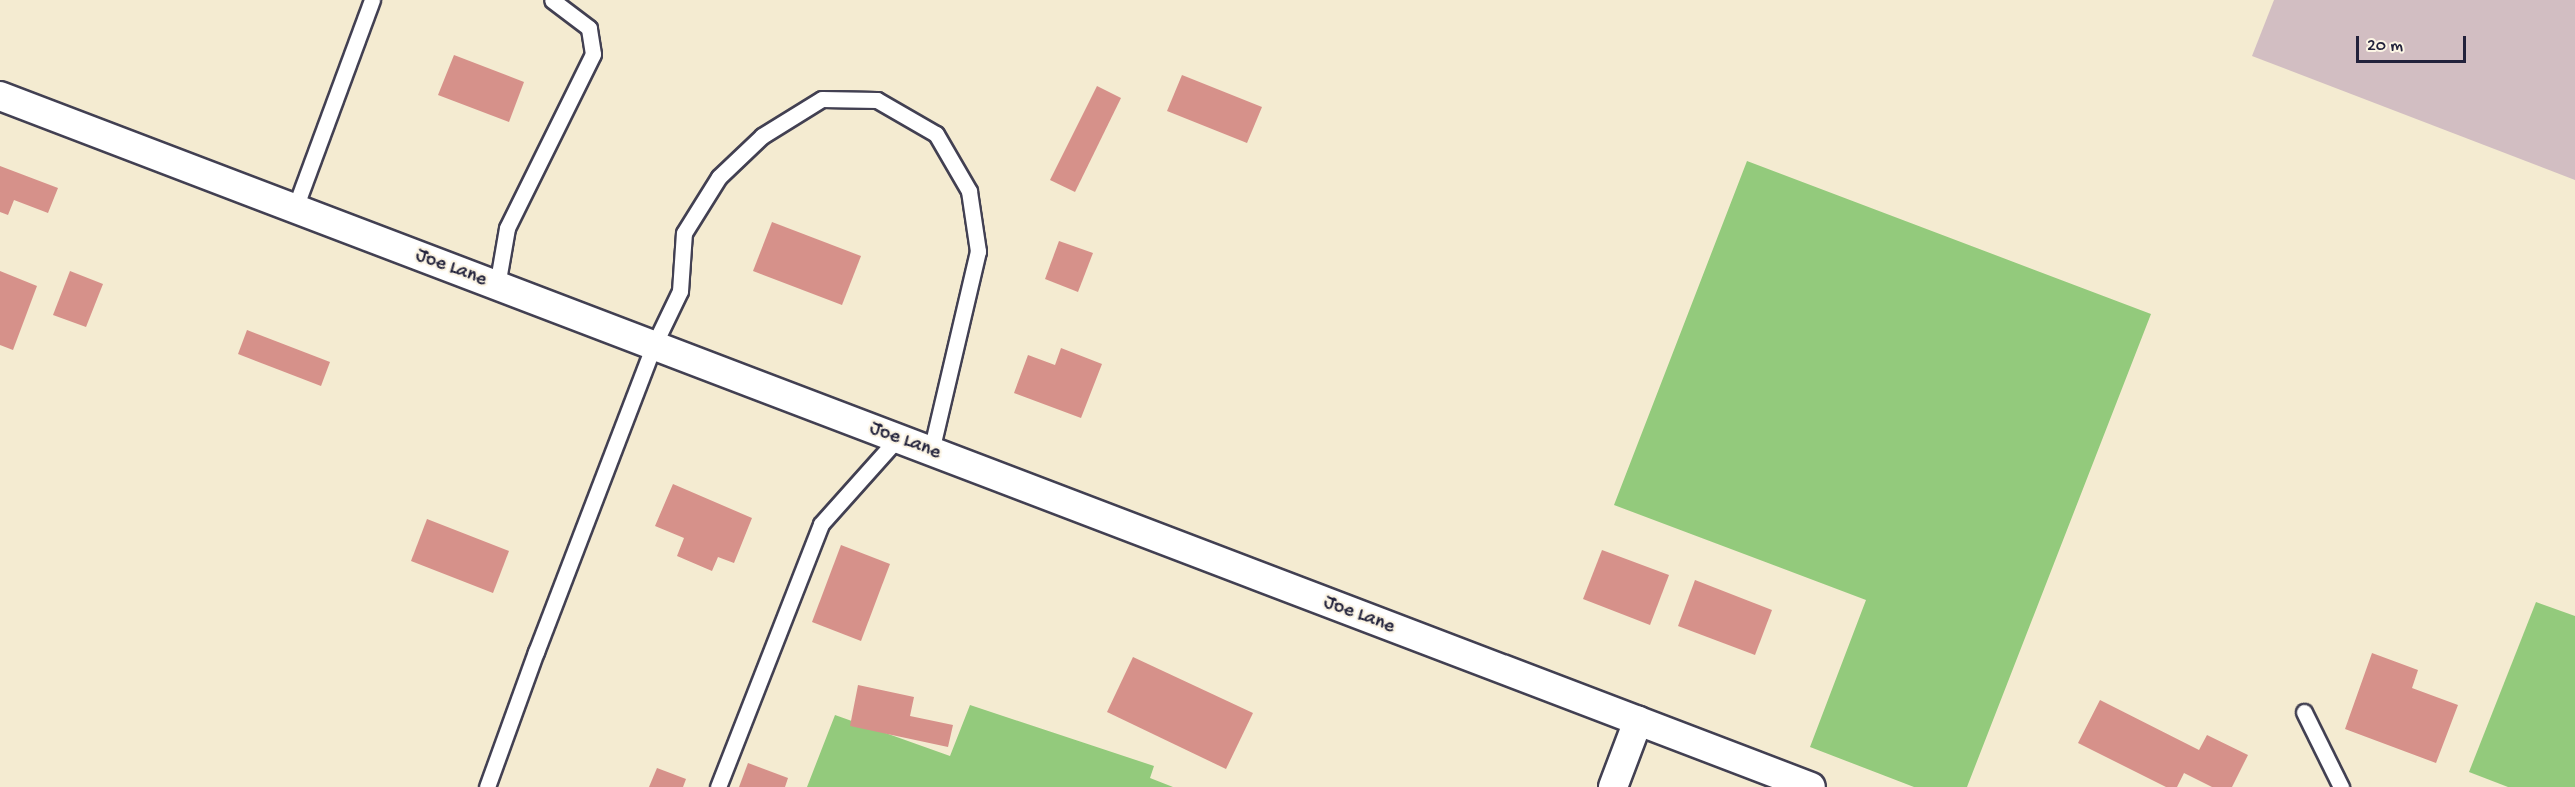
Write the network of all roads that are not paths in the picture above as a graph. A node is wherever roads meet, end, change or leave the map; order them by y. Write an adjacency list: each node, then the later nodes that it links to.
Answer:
1 (372, 0): 4 (lane)
2 (552, 0): 5 (lane)
3 (0, 96): 4 (street, Joe Lane)
4 (295, 208): 5 (street, Joe Lane)
5 (497, 286): 6 (street, Joe Lane)
6 (654, 345): 7 (street, Joe Lane); 8 (lane); 11 (lane)
7 (898, 438): 8 (street, Joe Lane); 12 (lane)
8 (931, 452): 10 (street, Joe Lane)
9 (2304, 712): 15 (lane)
10 (1638, 721): 13 (street); 14 (street, Joe Lane)
11 (487, 787)
12 (718, 787)
13 (1613, 787)
14 (1811, 787)
15 (2341, 787)

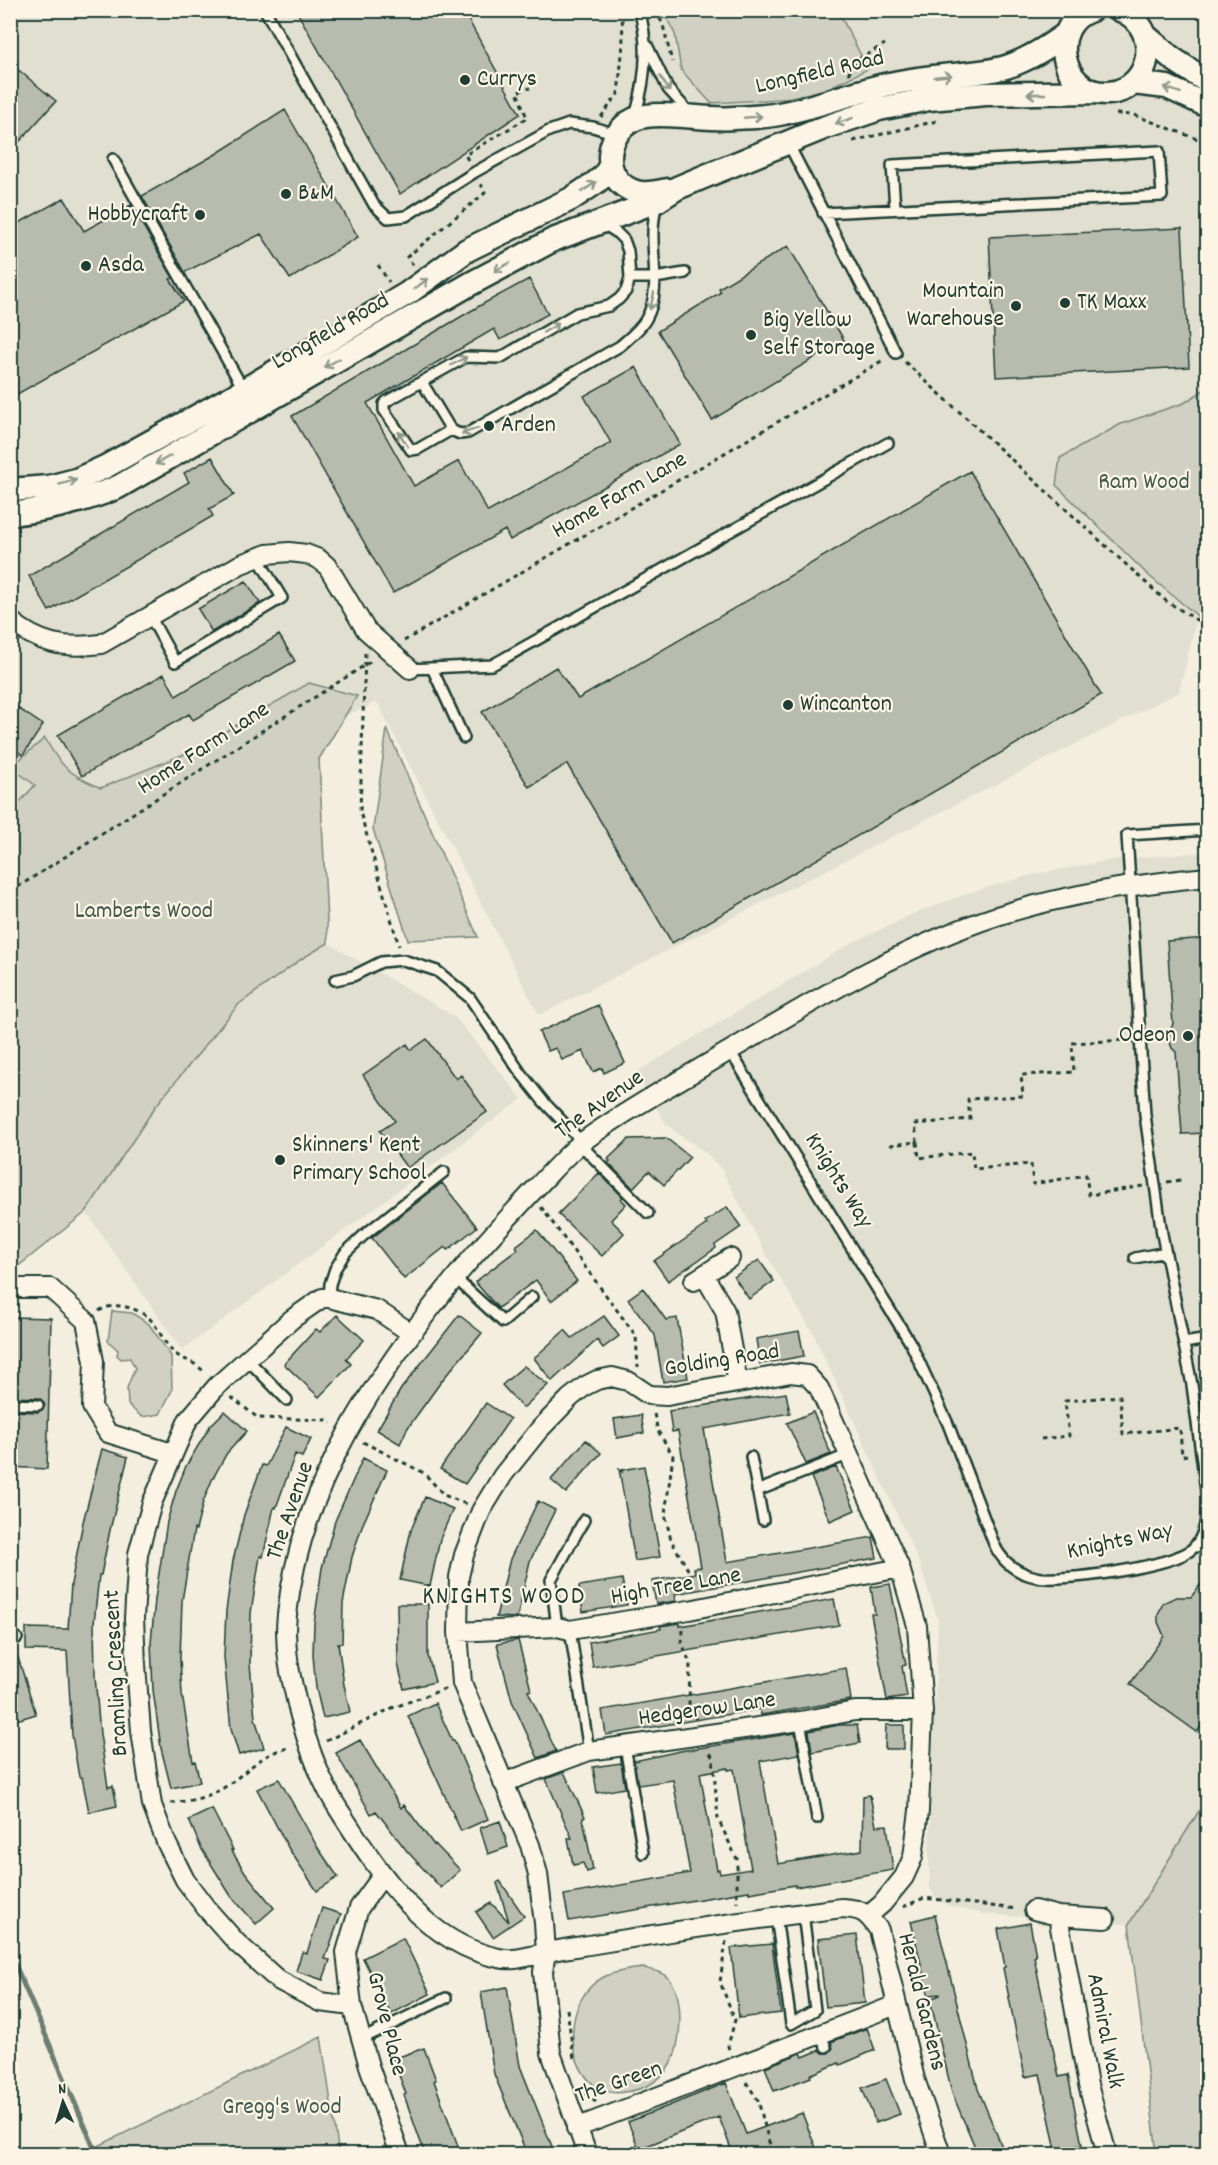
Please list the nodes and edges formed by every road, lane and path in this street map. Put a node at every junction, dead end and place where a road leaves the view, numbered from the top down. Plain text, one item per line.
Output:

EXERCISE REQUIREMENTS =>
Scan the material for the word "nodes". Return every line where it is found.

SOLUTION FOR THIS TASK =>
Write the network of all roads that are not paths in the picture above as a graph. A node is wherever roads meet, end, change or leave the map; order them by y. Write an adjacency list: each node, then the later nodes that it links to.
Please list the nodes and edges formed by every road, lane and path in this street map. Put a node at every junction, dead end and place where a road leaves the view, numbered from the top down. Plain text, one item per line.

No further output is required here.